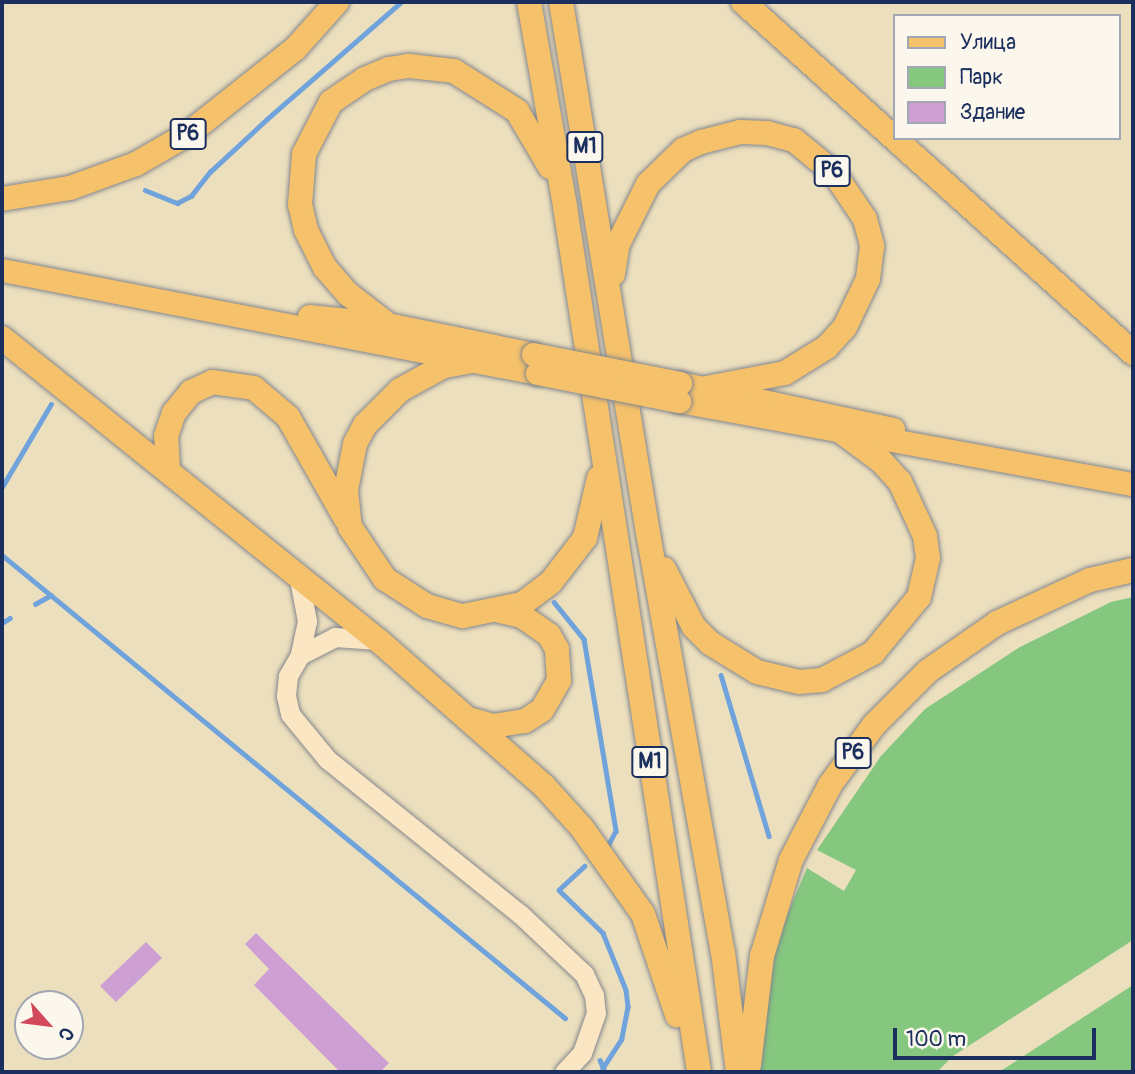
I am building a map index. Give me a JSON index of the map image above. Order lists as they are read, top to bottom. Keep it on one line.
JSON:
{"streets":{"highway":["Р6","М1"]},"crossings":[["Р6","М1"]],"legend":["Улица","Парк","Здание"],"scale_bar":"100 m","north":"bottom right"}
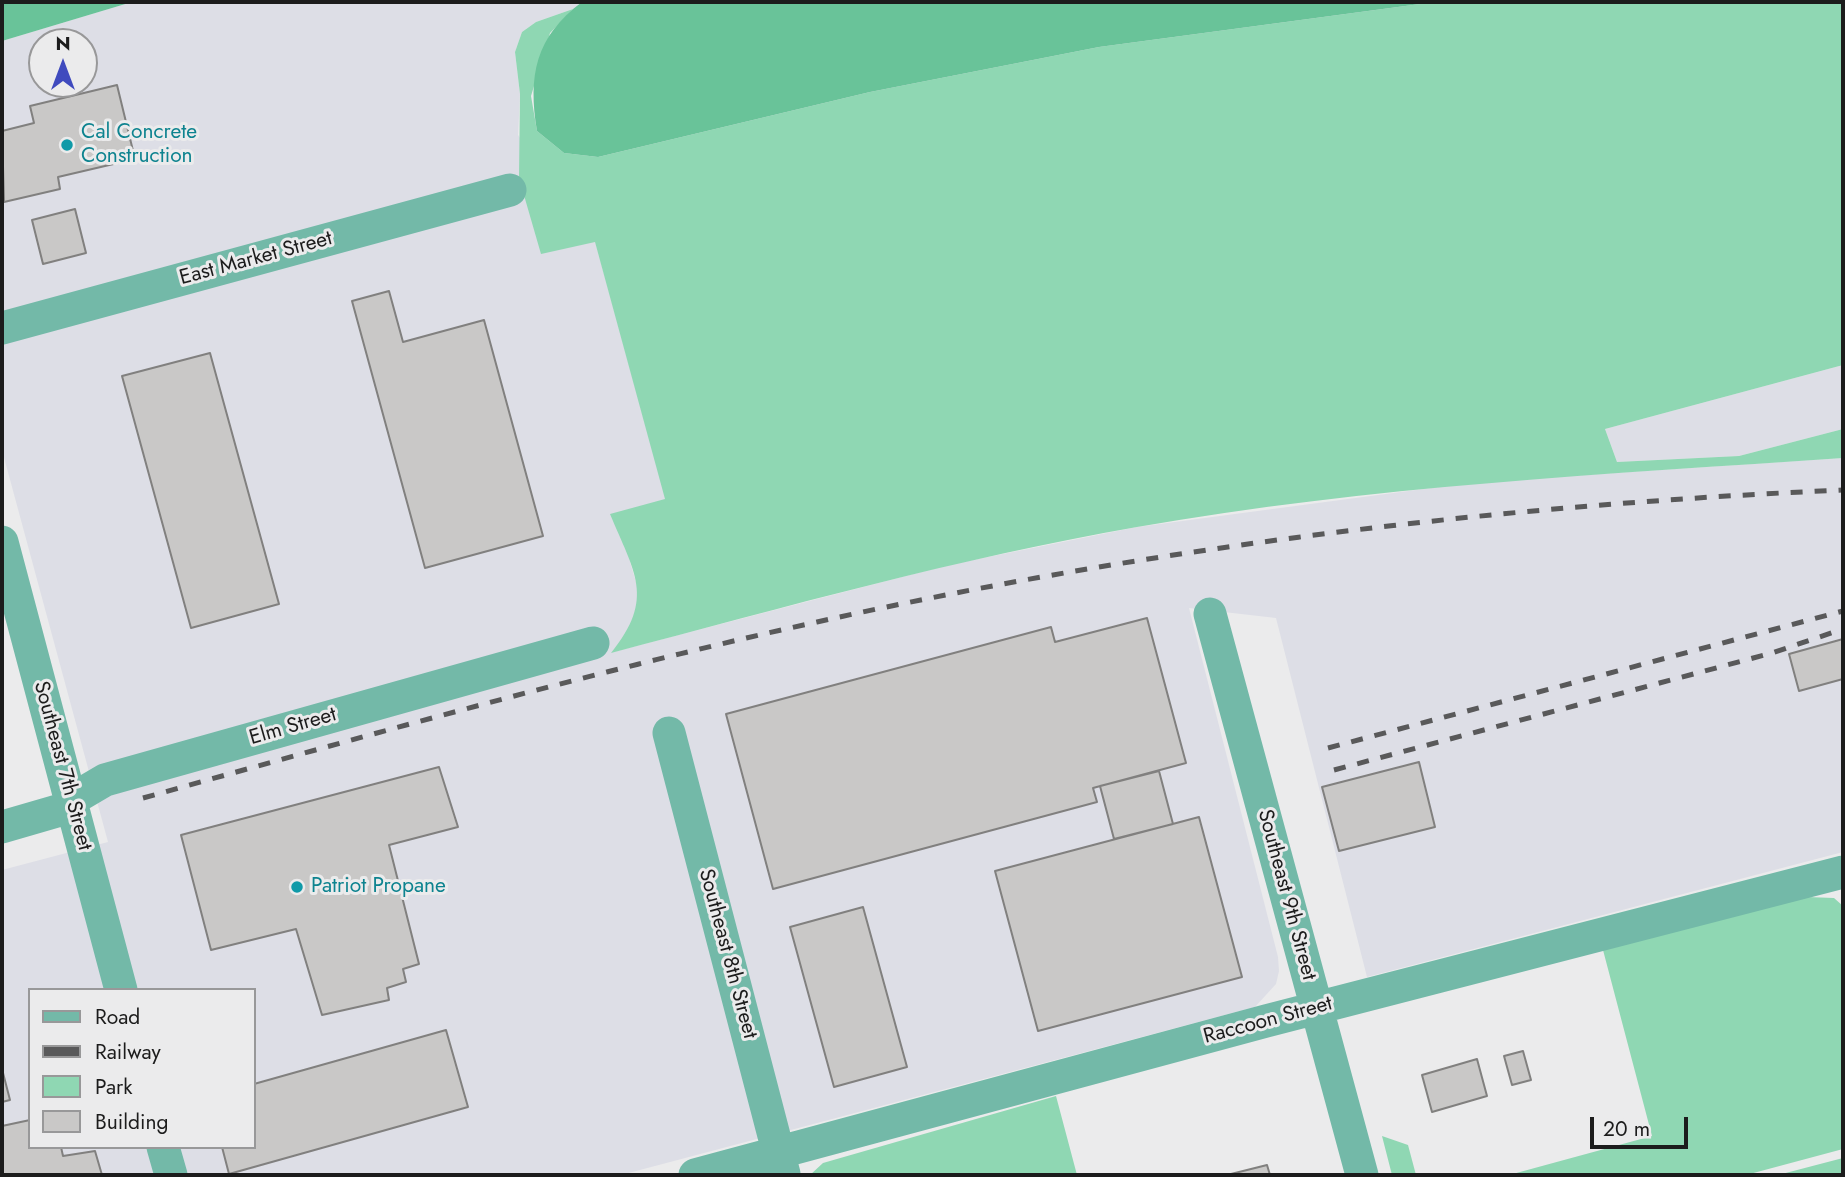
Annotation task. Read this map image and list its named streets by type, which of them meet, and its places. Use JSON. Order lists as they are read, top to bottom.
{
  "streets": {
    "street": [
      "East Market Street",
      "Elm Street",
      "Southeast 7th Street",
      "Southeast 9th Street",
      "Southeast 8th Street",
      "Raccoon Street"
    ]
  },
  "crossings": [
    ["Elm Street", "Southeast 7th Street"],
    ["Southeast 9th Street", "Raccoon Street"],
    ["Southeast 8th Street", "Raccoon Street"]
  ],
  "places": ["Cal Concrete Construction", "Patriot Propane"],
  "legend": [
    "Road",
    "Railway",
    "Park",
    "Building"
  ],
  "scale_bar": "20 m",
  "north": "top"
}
========================================================================
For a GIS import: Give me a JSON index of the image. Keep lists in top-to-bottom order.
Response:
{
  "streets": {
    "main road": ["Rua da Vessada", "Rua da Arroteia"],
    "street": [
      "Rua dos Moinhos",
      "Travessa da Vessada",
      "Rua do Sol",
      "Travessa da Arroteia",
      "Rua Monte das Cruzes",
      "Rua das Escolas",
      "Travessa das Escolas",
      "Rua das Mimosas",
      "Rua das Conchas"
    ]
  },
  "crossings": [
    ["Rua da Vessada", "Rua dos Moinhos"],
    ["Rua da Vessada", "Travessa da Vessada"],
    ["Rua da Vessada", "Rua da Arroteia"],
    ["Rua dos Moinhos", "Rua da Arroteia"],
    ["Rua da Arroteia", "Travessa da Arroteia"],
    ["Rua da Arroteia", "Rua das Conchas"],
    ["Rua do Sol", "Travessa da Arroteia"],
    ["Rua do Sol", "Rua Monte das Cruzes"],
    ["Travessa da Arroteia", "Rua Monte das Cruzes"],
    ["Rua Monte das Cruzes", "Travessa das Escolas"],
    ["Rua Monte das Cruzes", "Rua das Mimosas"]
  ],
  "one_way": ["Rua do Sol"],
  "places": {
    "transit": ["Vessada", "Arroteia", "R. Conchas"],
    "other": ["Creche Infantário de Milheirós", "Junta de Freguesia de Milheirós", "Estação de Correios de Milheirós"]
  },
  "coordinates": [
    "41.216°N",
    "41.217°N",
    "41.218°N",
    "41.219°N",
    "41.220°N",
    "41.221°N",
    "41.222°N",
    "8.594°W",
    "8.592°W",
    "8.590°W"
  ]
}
========================================================================
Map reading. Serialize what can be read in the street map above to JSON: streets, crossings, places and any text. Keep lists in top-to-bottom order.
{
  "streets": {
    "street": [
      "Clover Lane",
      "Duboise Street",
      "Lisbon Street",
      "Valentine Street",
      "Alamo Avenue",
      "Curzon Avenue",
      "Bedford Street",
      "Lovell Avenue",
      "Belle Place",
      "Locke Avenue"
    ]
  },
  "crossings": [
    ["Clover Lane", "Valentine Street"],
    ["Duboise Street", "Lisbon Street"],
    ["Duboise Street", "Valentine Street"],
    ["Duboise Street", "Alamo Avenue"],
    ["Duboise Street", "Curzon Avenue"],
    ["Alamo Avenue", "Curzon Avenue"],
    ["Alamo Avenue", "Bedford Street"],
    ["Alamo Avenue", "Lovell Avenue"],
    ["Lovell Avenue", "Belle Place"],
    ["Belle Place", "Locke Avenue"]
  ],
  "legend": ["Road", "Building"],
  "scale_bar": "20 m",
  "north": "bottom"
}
========================================================================
§ **WHAT IS NEEDED**: In the entries above, some lines hold the string "index". Copy each of them.

§ **PROBLEM SOLUTION**:
I am building a map index. Give me a JSON index of the map image above. Order lists as they are read, top to bottom. Keep it on one line.
For a GIS import: Give me a JSON index of the image. Keep lists in top-to-bottom order.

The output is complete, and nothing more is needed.